The point stressed throughout is that this relates to any kind of encasement where it is unclear that a diaper (used or otherwise remains unclear) is stored within. This also includes a diaper that is more dense so that it would be able to hold more volume.
Disposable Boxer Shorts
The background of this invention as included in the description of the patent starts off strong with the declaration that “The need for clean underwear is almost universal.” While that is true, the legitimacy of this patent remains questionable.
It was granted on April Fool’s Day of 2003 and was updated as recently 2012. The background also mentions that disposable garments such as this aren’t usually aesthetically appealing, and don’t provide enough discretion to the wearer.
The original patent was for underwear made out of material similar to that of VIVA paper towels. This would allow for them to fit just like standard underwear, but it may leave absorbency to be desired. This was later addressed in an updated version of the patent which now covers an outer shell made of presumably cotton or something similar, and a second piece that is worn inside of that, with an elastic waistband. The second piece looks a lot like a bikini and would be disposable and interchangeable.
If you have ever wanted to wear one of those colorful plastic pet cages that they put on display throughout pet stores… your time has come.
The patent was filed in 1999, and the description explains it nicely, “A pet display vest for a person, having an elongated, enclosed, pet receiving, passageway extending thereacross with at least one closable pet admitting entry, at least part of the passageway being transparent so that, when the vest is worn, a pet moving along the passageway across a wearer’s body can be viewed by a spectator.”
It also warns against any trips or falls. The insides of the tubes are textured so that there is ample traction for your pet, and there are air vents throughout to be sure that they can breathe in there.
Dog Chastity Belt
There is a broader market here than one would believe. There are many version of this product available today such as the Stud Stopper or the Delay Her Spay, but it had very humble beginnings.
The first patent of this type was filed in 2003 under the name Adjustable harness and animal birth control device. This is for people who are reluctant to spay or neuter their animals, or if their animals are too young.
The most popular of these on the market is probably the Delay Her Spay, with a product description that reads something like a Craigslist post. The inventor mentions his “prized bitch” and says the real inspiration for this device was “the fear of having a mongrel brood.”
Most of these chastity devices are a harness that attaches similarly to a diaper, with the perk that the dog cannot easily remove it. As far doing their business, one of these such belts has a vinyl barrier that will just… deflect the problem. The other says on the website to “let the mesh do the work.” Either way, we’ll pass.
Anti-Eating Face Mask
The description of this 1980 patent is rife with grammatical errors and leaves a lot to be desired in terms of common sense.

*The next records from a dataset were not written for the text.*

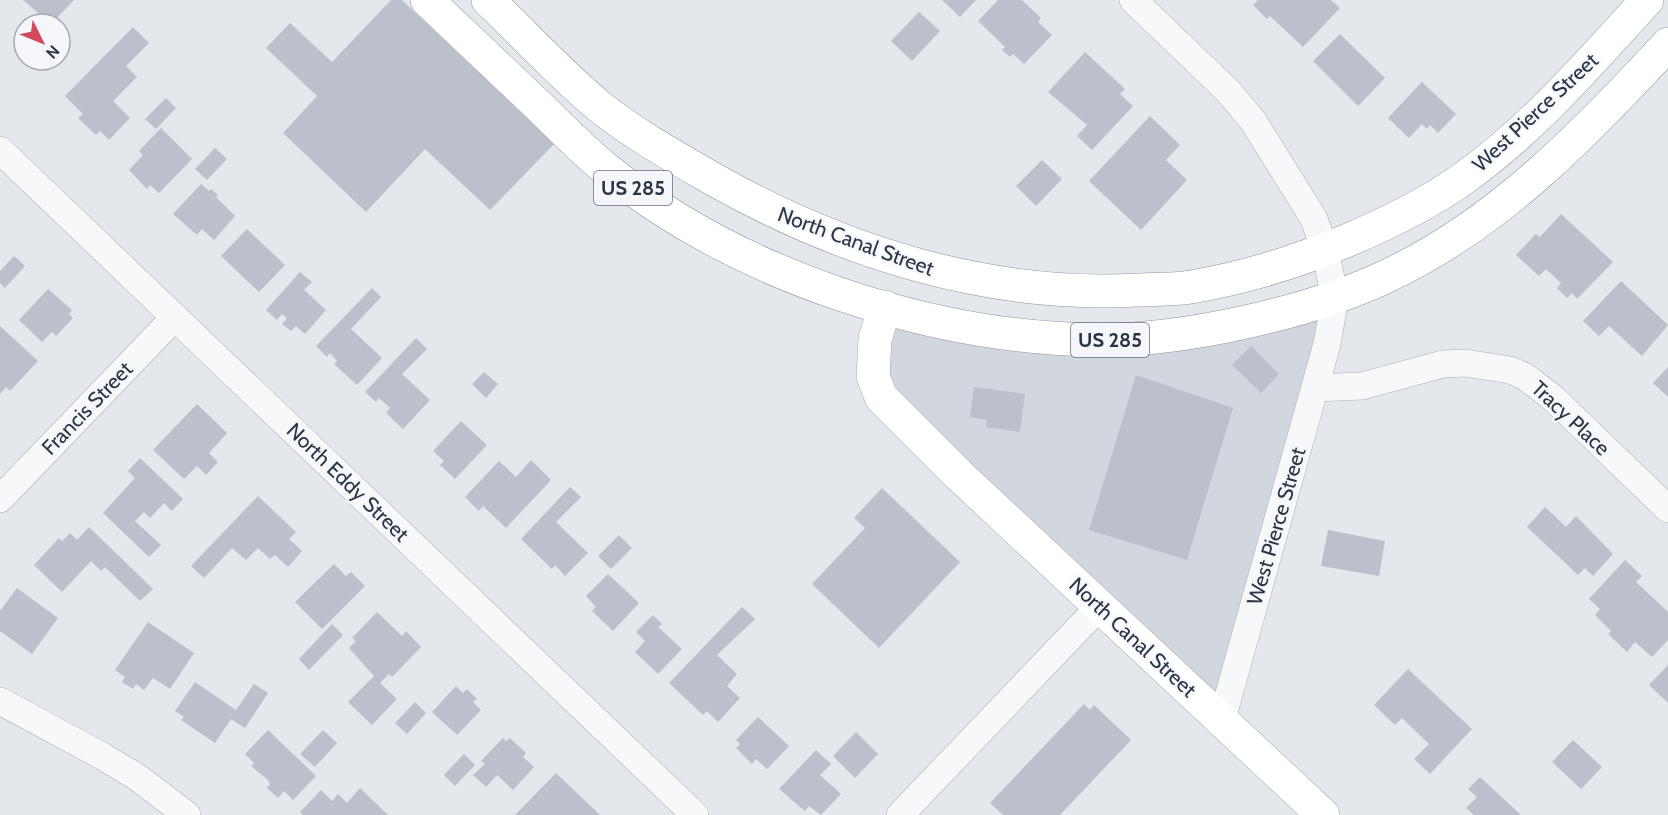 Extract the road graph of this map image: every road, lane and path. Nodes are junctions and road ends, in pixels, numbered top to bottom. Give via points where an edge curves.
1 (427, 0) edge
2 (488, 0) edge
3 (1133, 0) edge
4 (1647, 0) edge
5 (1668, 44) edge
6 (0, 150) edge
7 (823, 233) junction
8 (1325, 250) junction
9 (1335, 298) junction
10 (885, 307) junction
11 (175, 317) junction
12 (1315, 388) junction
13 (0, 499) edge
14 (1668, 509) edge
15 (1099, 607) junction
16 (0, 700) edge
17 (1222, 719) junction
18 (187, 815) edge
19 (695, 815) edge
20 (900, 815) edge
21 (1323, 815) edge

1 - 10 main road, US 285 via 607,170 672,214 794,278
2 - 7 main road, North Canal Street / US 285 via 600,107 726,186
3 - 8 street via 1228,91 1252,121 1314,219
4 - 8 main road, West Pierce Street / US 285 via 1563,90 1508,143 1463,179 1411,211
5 - 9 main road, US 285 via 1539,176 1489,214 1387,276
6 - 11 street, North Eddy Street
7 - 8 main road, North Canal Street / US 285 via 944,272 1058,291 1188,287 1238,277
7 - 10 main road via 870,274 883,292
8 - 9 street, West Pierce Street
9 - 10 main road, US 285 via 1205,329 1100,340 995,332
9 - 12 street, West Pierce Street
10 - 15 main road, North Canal Street via 874,348 873,376 881,397
11 - 13 street, Francis Street
11 - 19 street, North Eddy Street
12 - 14 street, Tracy Place via 1362,386 1443,364 1509,370 1526,377 1554,399
12 - 17 street, West Pierce Street
15 - 17 main road, North Canal Street
15 - 20 street
16 - 18 street via 102,756
17 - 21 main road, North Canal Street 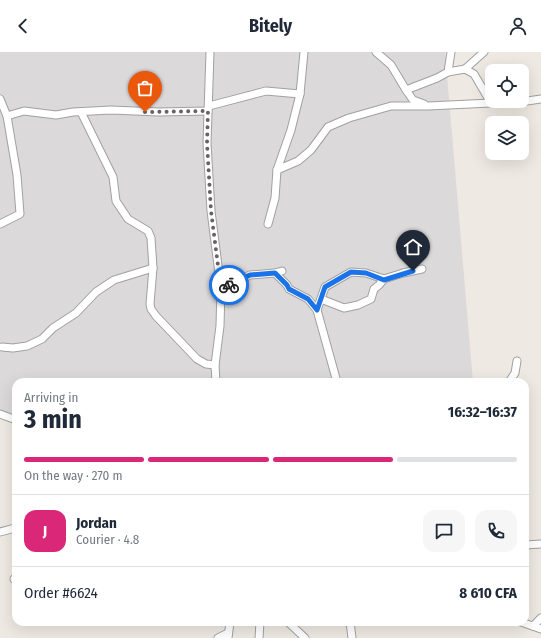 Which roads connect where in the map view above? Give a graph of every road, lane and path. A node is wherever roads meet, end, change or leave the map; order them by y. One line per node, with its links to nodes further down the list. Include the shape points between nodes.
1 (210, 52): 16 (street)
2 (304, 52): 9 (street)
3 (376, 52): 8 (street, via 391,65)
4 (451, 52): 7 (street)
5 (484, 52): 6 (street)
6 (465, 69): 7 (street); 10 (street, via 474,74)
7 (448, 72): 8 (street)
8 (406, 90): 15 (street, via 413,100)
9 (300, 94): 16 (street, via 266,91); 19 (street)
10 (485, 94)
11 (0, 99): 18 (street)
12 (541, 99): 13 (street)
13 (529, 101)
14 (485, 103): 15 (street)
15 (428, 106): 19 (street, via 391,106 349,118 328,127 311,150 298,162)
16 (208, 109): 17 (street); 25 (street, via 211,211)
17 (81, 112): 18 (street, via 56,115 24,111); 22 (street, via 113,177 116,201 128,219 148,231 151,238)
18 (7, 116): 20 (street, via 17,175 20,214)
19 (278, 170): 21 (street, via 275,198)
20 (0, 224)
21 (268, 224)
22 (152, 268): 28 (street, via 114,280 96,292 76,313 53,328 42,339 27,346); 30 (street, via 151,309 197,359)
23 (422, 269): 24 (street)
24 (384, 280): 26 (street, via 366,273 351,272 325,287); 26 (street, via 374,289 371,299 352,307 344,308)
25 (221, 289): 27 (street, via 250,275 279,272 289,289 308,299); 30 (street)
26 (321, 299): 27 (street)
27 (317, 310): 32 (street)
28 (2, 347)
29 (518, 360): 33 (street)
30 (215, 365): 31 (street)
31 (216, 378)
32 (336, 378)
33 (512, 378)
34 (0, 414): 35 (street)
35 (12, 418)
36 (12, 529): 37 (street)
37 (0, 532)
38 (541, 544): 39 (street)
39 (529, 545)
40 (541, 618): 46 (street)
41 (529, 625): 46 (street)
42 (229, 626): 48 (street)
43 (260, 626): 50 (street)
44 (292, 626): 51 (street)
45 (350, 626): 52 (street)
46 (533, 626): 47 (street)
47 (541, 629)
48 (228, 636): 49 (street)
49 (218, 638)
50 (259, 638)
51 (305, 638)
52 (352, 638) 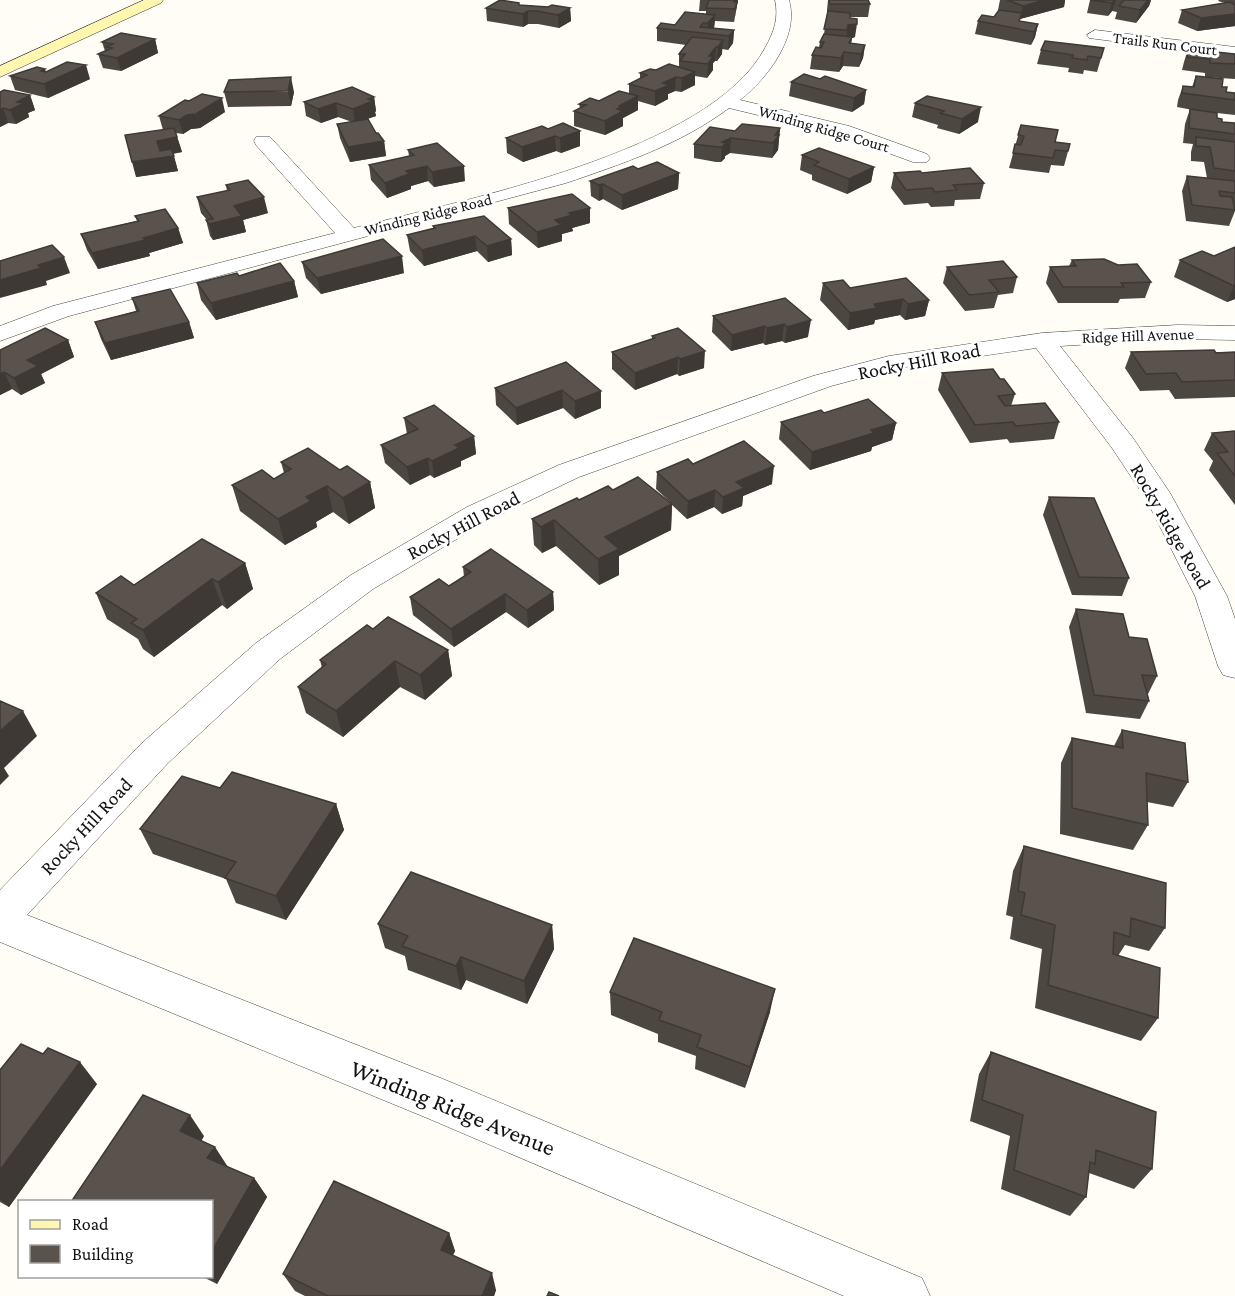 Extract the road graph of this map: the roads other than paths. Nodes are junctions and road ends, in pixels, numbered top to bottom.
1 (156, 0) edge
2 (782, 0) edge
3 (1095, 34) dead end
4 (1235, 52) edge
5 (0, 72) edge
6 (727, 102) junction
7 (263, 141) dead end
8 (920, 158) dead end
9 (348, 234) junction
10 (1235, 333) edge
11 (0, 334) edge
12 (1042, 340) junction
13 (1235, 666) edge
14 (0, 917) edge
15 (0, 923) edge
16 (904, 1296) edge

1 - 5 main road
2 - 6 street, Winding Ridge Road
3 - 4 street, Trails Run Court
6 - 8 street, Winding Ridge Court
6 - 9 street, Winding Ridge Road
7 - 9 street
9 - 11 street, Winding Ridge Road
10 - 12 street, Ridge Hill Avenue
12 - 13 street, Rocky Ridge Road
12 - 14 street, Rocky Hill Road
15 - 16 street, Winding Ridge Avenue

This invention consists of a “cup-shaped member conforming to the shape of the mouth and chin area of the user, together with a hoop member and straps detachably engageable with a user’s head for mounting the cup-shaped member in overlying relationship with the user’s mouth and chin area under the nose thereby preventing the ingestion of food by the user.”
Extreme weight loss measures will always exist, but the fact that someone thought it imperative to claim ownership of a human muzzle that keeps them from eating makes us wonder what other Jigsaw-esque contraptions they dreamed up before this one stuck. Apparently, the point was to inhibit compulsive eating but was suggested to be used for smoking as well. It cites other patents such as restraining device, mouth guard for infants, and anti-mouth-breathing device.